**DESCRIPTION OF THE TASK**
If a line in the entries below contains "main", copy it.
[[ RECORDS PROVIDED open ]]
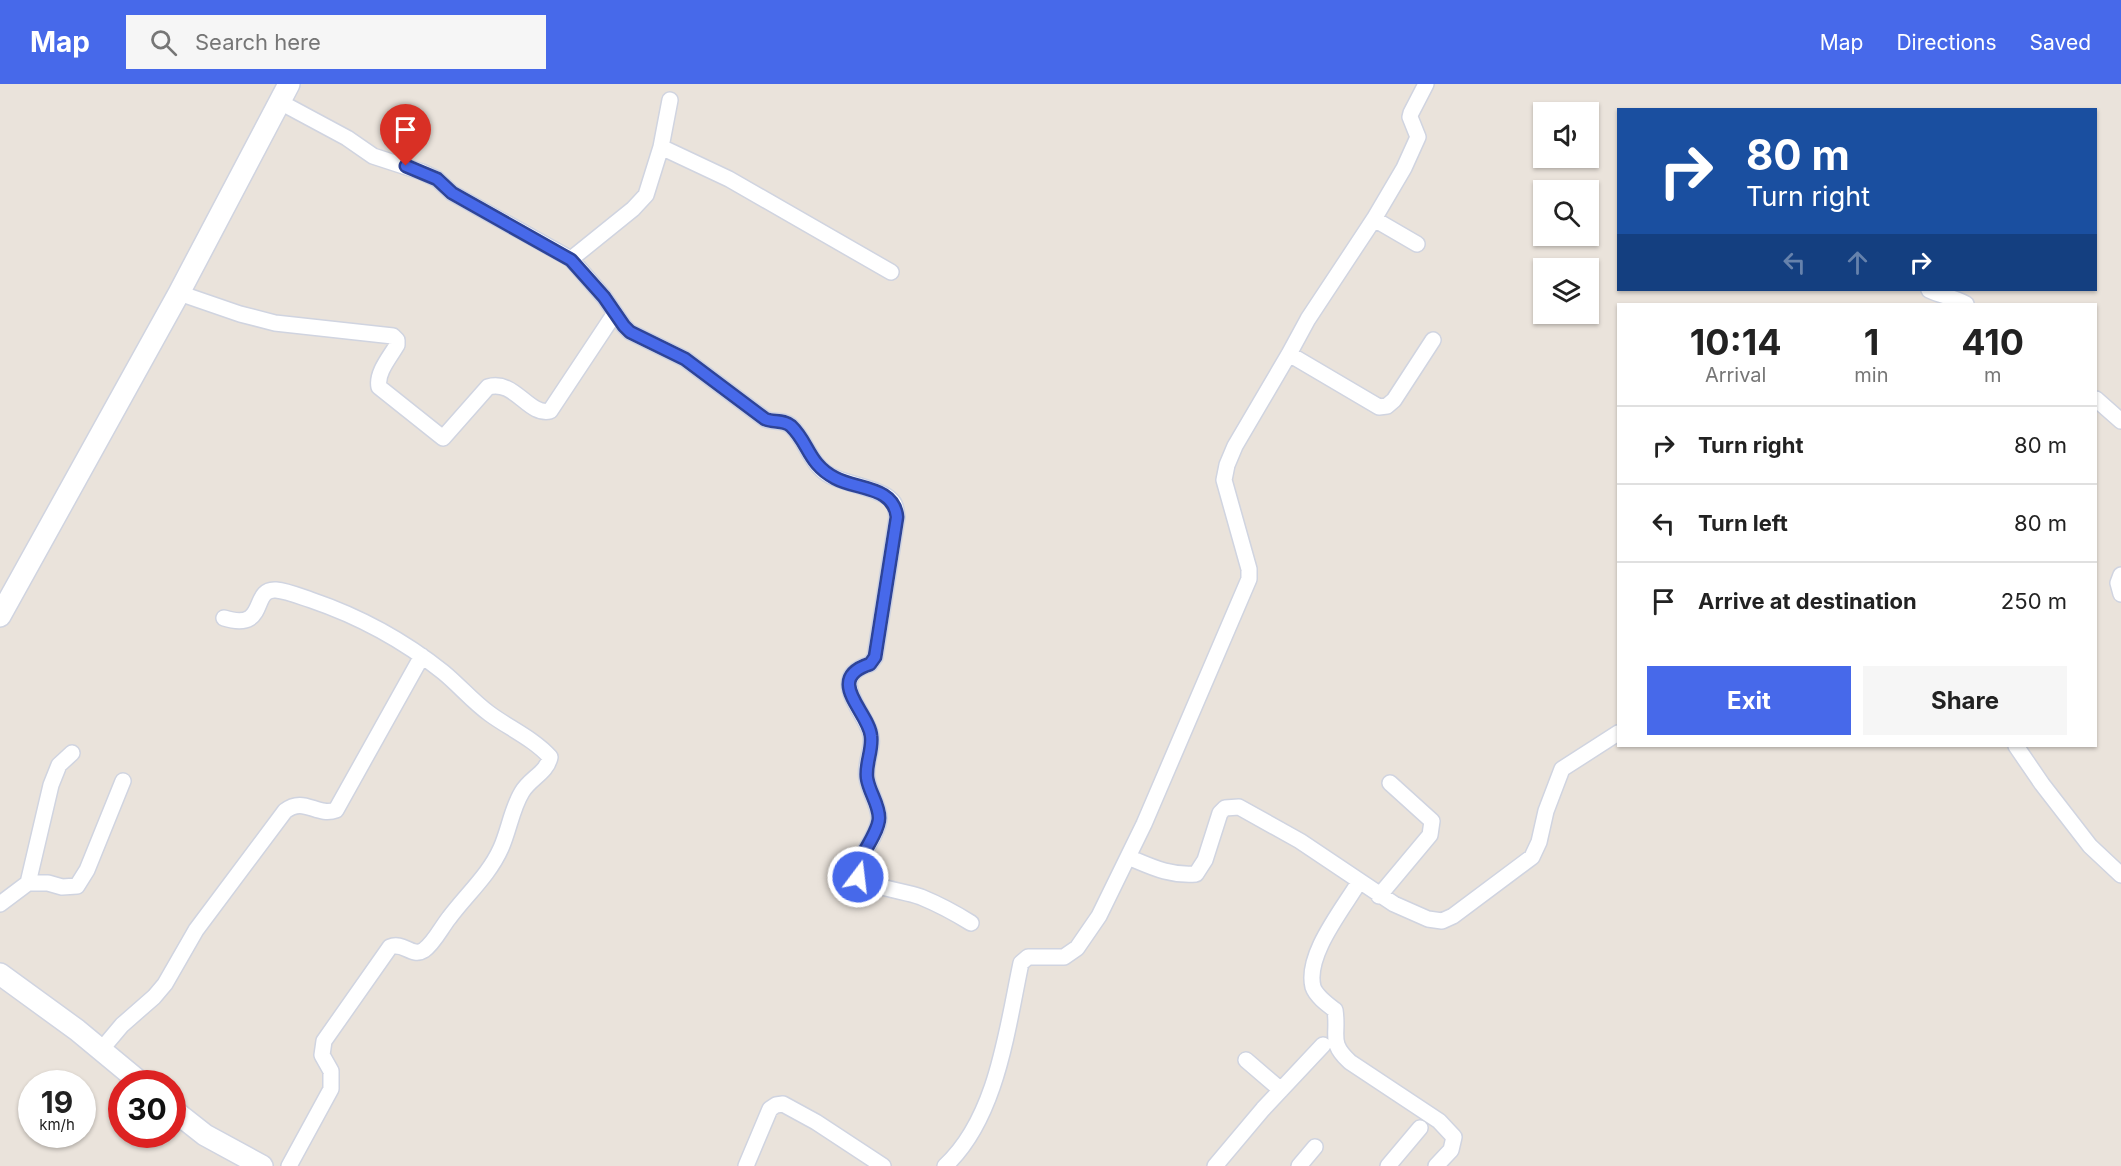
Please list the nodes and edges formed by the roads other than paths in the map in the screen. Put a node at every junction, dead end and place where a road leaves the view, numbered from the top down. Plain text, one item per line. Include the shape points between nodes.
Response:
1 (1426, 84) edge
2 (284, 93) edge
3 (670, 100) dead end
4 (662, 147) junction
5 (1374, 219) junction
6 (1417, 244) dead end
7 (571, 260) junction
8 (891, 272) dead end
9 (1931, 291) edge
10 (179, 292) junction
11 (1964, 303) edge
12 (615, 313) junction
13 (1433, 340) dead end
14 (1290, 354) junction
15 (2097, 401) edge
16 (2121, 420) edge
17 (2121, 575) edge
18 (2121, 594) edge
19 (0, 616) edge
20 (224, 618) dead end
21 (422, 656) junction
22 (1617, 734) edge
23 (2017, 747) edge
24 (72, 753) dead end
25 (123, 782) dead end
26 (1390, 783) dead end
27 (1128, 857) junction
28 (2121, 875) edge
29 (1359, 882) junction
30 (28, 883) junction
31 (1379, 896) junction
32 (0, 904) edge
33 (971, 923) dead end
34 (0, 974) edge
35 (1323, 1045) dead end
36 (101, 1050) junction
37 (1246, 1060) dead end
38 (125, 1070) edge
39 (1281, 1090) junction
40 (186, 1120) edge
41 (1420, 1128) dead end
42 (1315, 1147) dead end
43 (262, 1166) edge
44 (289, 1166) edge
45 (746, 1166) edge
46 (883, 1166) edge
47 (945, 1166) edge
48 (1215, 1166) edge
49 (1299, 1166) edge
50 (1388, 1166) edge
51 (1436, 1166) edge

1 - 5 street via 1410,117 1418,141
2 - 7 street via 373,156 437,179 452,193
2 - 10 main road
3 - 4 street
4 - 7 street via 646,195
4 - 8 street via 729,179
5 - 6 street
5 - 14 street via 1308,319
7 - 12 street
9 - 11 street
10 - 12 street via 275,323 393,336 397,345 380,374 379,387 443,438 488,387 495,385 511,390 537,410 550,411
10 - 19 main road
12 - 33 street via 630,332 685,359 765,419 790,425 827,474 891,499 897,517 875,657 855,671 849,686 871,734 867,778 879,821 855,873 867,881 920,897
13 - 14 street via 1394,400 1379,407
14 - 27 street via 1235,446 1224,480 1249,569 1246,590
15 - 16 street
17 - 18 street
20 - 21 street via 246,621 254,615 266,592 273,589 344,612
21 - 36 street via 336,810 329,813 298,805 285,811 196,930 165,984
21 - 44 street via 488,713 545,752 550,757 548,765 523,789 490,867 427,947 420,952 390,947 324,1041 322,1055 331,1071 331,1089
22 - 31 street via 1562,769 1532,857 1453,916 1442,921 1428,919
23 - 28 street via 2090,846
24 - 30 street via 58,765 51,785
25 - 30 street via 77,886
26 - 31 street via 1432,821 1430,835
27 - 29 street via 1164,872 1196,874 1205,860 1220,813 1232,806 1300,842
27 - 47 street via 1099,916 1077,948 1064,957 1028,957 1021,963 1005,1047 976,1128
29 - 31 street
29 - 51 street via 1317,951 1313,988 1335,1010 1339,1052 1439,1121 1454,1137 1451,1150
30 - 32 street
34 - 36 main road
35 - 39 street
36 - 38 main road
37 - 39 street
39 - 48 street
40 - 43 main road
41 - 50 street
42 - 49 street
45 - 46 street via 770,1109 783,1104

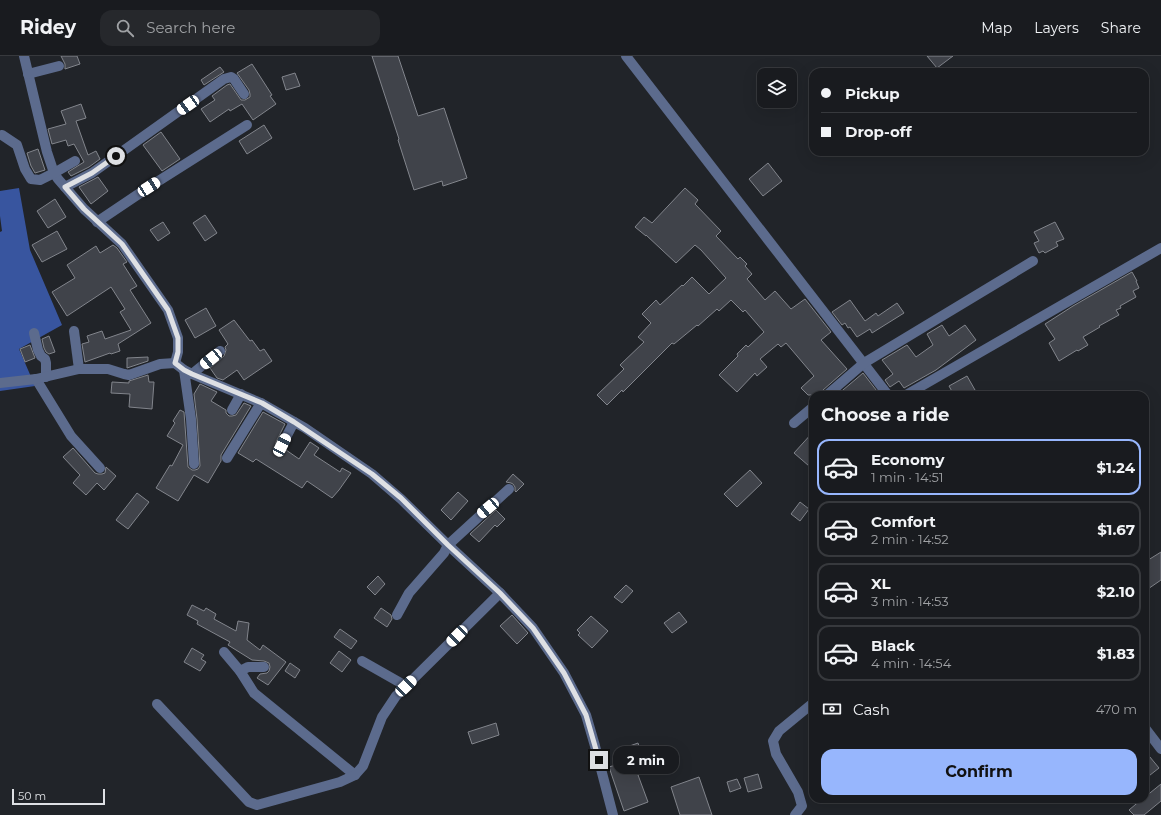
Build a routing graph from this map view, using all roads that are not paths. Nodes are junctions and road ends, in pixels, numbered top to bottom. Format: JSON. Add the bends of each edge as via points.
{"nodes":[{"id":1,"x":24,"y":56,"type":"edge"},
{"id":2,"x":626,"y":56,"type":"edge"},
{"id":3,"x":58,"y":66,"type":"dead end"},
{"id":4,"x":28,"y":74,"type":"junction"},
{"id":5,"x":244,"y":94,"type":"dead end"},
{"id":6,"x":247,"y":125,"type":"dead end"},
{"id":7,"x":2,"y":135,"type":"dead end"},
{"id":8,"x":75,"y":161,"type":"dead end"},
{"id":9,"x":54,"y":173,"type":"junction"},
{"id":10,"x":65,"y":187,"type":"junction"},
{"id":11,"x":97,"y":222,"type":"junction"},
{"id":12,"x":1161,"y":248,"type":"edge"},
{"id":13,"x":1033,"y":261,"type":"dead end"},
{"id":14,"x":74,"y":331,"type":"dead end"},
{"id":15,"x":34,"y":333,"type":"dead end"},
{"id":16,"x":220,"y":351,"type":"dead end"},
{"id":17,"x":175,"y":363,"type":"junction"},
{"id":18,"x":864,"y":363,"type":"junction"},
{"id":19,"x":79,"y":370,"type":"junction"},
{"id":20,"x":188,"y":372,"type":"junction"},
{"id":21,"x":46,"y":377,"type":"junction"},
{"id":22,"x":36,"y":379,"type":"junction"},
{"id":23,"x":0,"y":384,"type":"edge"},
{"id":24,"x":832,"y":391,"type":"edge"},
{"id":25,"x":885,"y":391,"type":"edge"},
{"id":26,"x":913,"y":391,"type":"edge"},
{"id":27,"x":241,"y":394,"type":"junction"},
{"id":28,"x":262,"y":403,"type":"junction"},
{"id":29,"x":232,"y":410,"type":"dead end"},
{"id":30,"x":809,"y":410,"type":"edge"},
{"id":31,"x":294,"y":422,"type":"junction"},
{"id":32,"x":794,"y":423,"type":"dead end"},
{"id":33,"x":282,"y":445,"type":"dead end"},
{"id":34,"x":227,"y":458,"type":"dead end"},
{"id":35,"x":194,"y":464,"type":"dead end"},
{"id":36,"x":100,"y":468,"type":"dead end"},
{"id":37,"x":509,"y":489,"type":"dead end"},
{"id":38,"x":448,"y":545,"type":"junction"},
{"id":39,"x":500,"y":593,"type":"junction"},
{"id":40,"x":397,"y":615,"type":"dead end"},
{"id":41,"x":224,"y":652,"type":"dead end"},
{"id":42,"x":362,"y":661,"type":"dead end"},
{"id":43,"x":264,"y":667,"type":"dead end"},
{"id":44,"x":240,"y":671,"type":"junction"},
{"id":45,"x":406,"y":686,"type":"junction"},
{"id":46,"x":157,"y":704,"type":"dead end"},
{"id":47,"x":809,"y":706,"type":"edge"},
{"id":48,"x":1149,"y":734,"type":"edge"},
{"id":49,"x":1161,"y":750,"type":"edge"},
{"id":50,"x":355,"y":774,"type":"junction"},
{"id":51,"x":613,"y":815,"type":"edge"},
{"id":52,"x":795,"y":815,"type":"edge"}],
"edges":[{"from":1,"to":4,"type":"street"},
{"from":2,"to":18,"type":"street"},
{"from":3,"to":4,"type":"street"},
{"from":4,"to":9,"type":"street"},
{"from":5,"to":10,"type":"street","via":[[234,79],[224,79],[92,173]]},
{"from":6,"to":11,"type":"street"},
{"from":7,"to":9,"type":"street","via":[[17,145],[31,179],[40,180]]},
{"from":8,"to":9,"type":"street"},
{"from":9,"to":10,"type":"street"},
{"from":10,"to":11,"type":"street"},
{"from":11,"to":17,"type":"street","via":[[122,244],[168,310],[178,338]]},
{"from":12,"to":26,"type":"street"},
{"from":13,"to":18,"type":"street"},
{"from":14,"to":19,"type":"street"},
{"from":15,"to":21,"type":"street","via":[[38,350],[45,359]]},
{"from":16,"to":20,"type":"street"},
{"from":17,"to":19,"type":"street","via":[[160,364],[129,375],[108,369]]},
{"from":17,"to":20,"type":"street"},
{"from":18,"to":24,"type":"street"},
{"from":18,"to":25,"type":"street"},
{"from":19,"to":21,"type":"street"},
{"from":20,"to":27,"type":"street"},
{"from":20,"to":35,"type":"street"},
{"from":21,"to":22,"type":"street"},
{"from":22,"to":23,"type":"street"},
{"from":22,"to":36,"type":"street","via":[[71,436]]},
{"from":27,"to":28,"type":"street"},
{"from":27,"to":29,"type":"street"},
{"from":28,"to":31,"type":"street"},
{"from":28,"to":34,"type":"street"},
{"from":30,"to":32,"type":"street"},
{"from":31,"to":33,"type":"street"},
{"from":31,"to":38,"type":"street","via":[[372,474],[401,498]]},
{"from":37,"to":38,"type":"street"},
{"from":38,"to":39,"type":"street"},
{"from":38,"to":40,"type":"street","via":[[444,554],[409,593]]},
{"from":39,"to":45,"type":"street"},
{"from":39,"to":51,"type":"street","via":[[533,628],[564,673],[586,715]]},
{"from":41,"to":44,"type":"street"},
{"from":42,"to":45,"type":"street"},
{"from":43,"to":44,"type":"street","via":[[248,667]]},
{"from":44,"to":50,"type":"street","via":[[254,693]]},
{"from":45,"to":50,"type":"street","via":[[382,717],[363,766]]},
{"from":46,"to":50,"type":"street","via":[[250,802],[257,805],[340,782]]},
{"from":47,"to":52,"type":"street","via":[[779,731],[774,741],[776,754],[798,792],[802,806]]},
{"from":48,"to":49,"type":"street"}]}
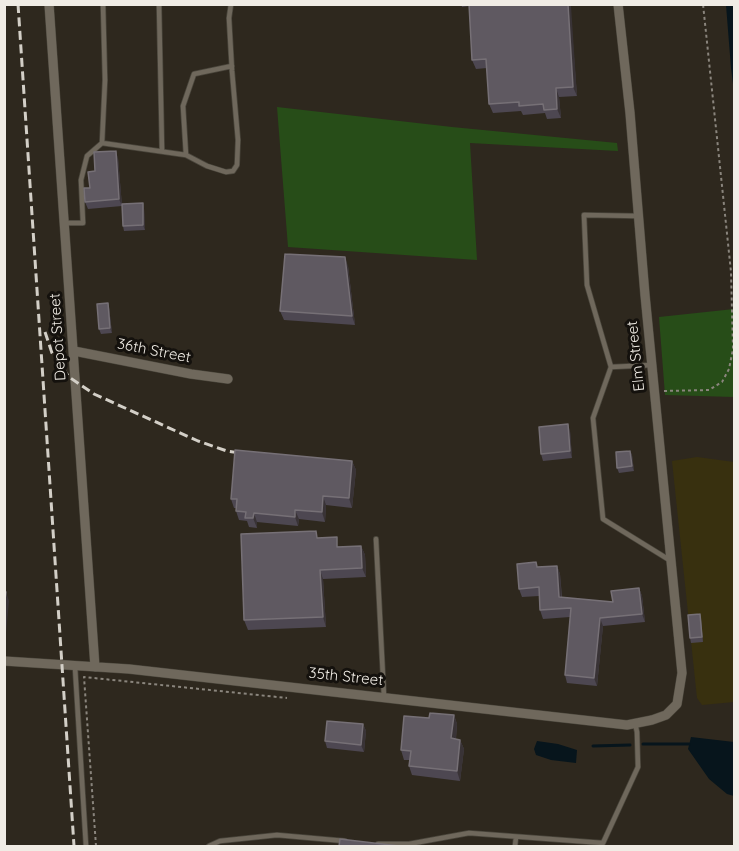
[[ RECORDS PROVIDED closed ]]
**REPLY TO THE TASK**
2 - 10 main road
10 - 19 main road
34 - 36 main road
36 - 38 main road
40 - 43 main road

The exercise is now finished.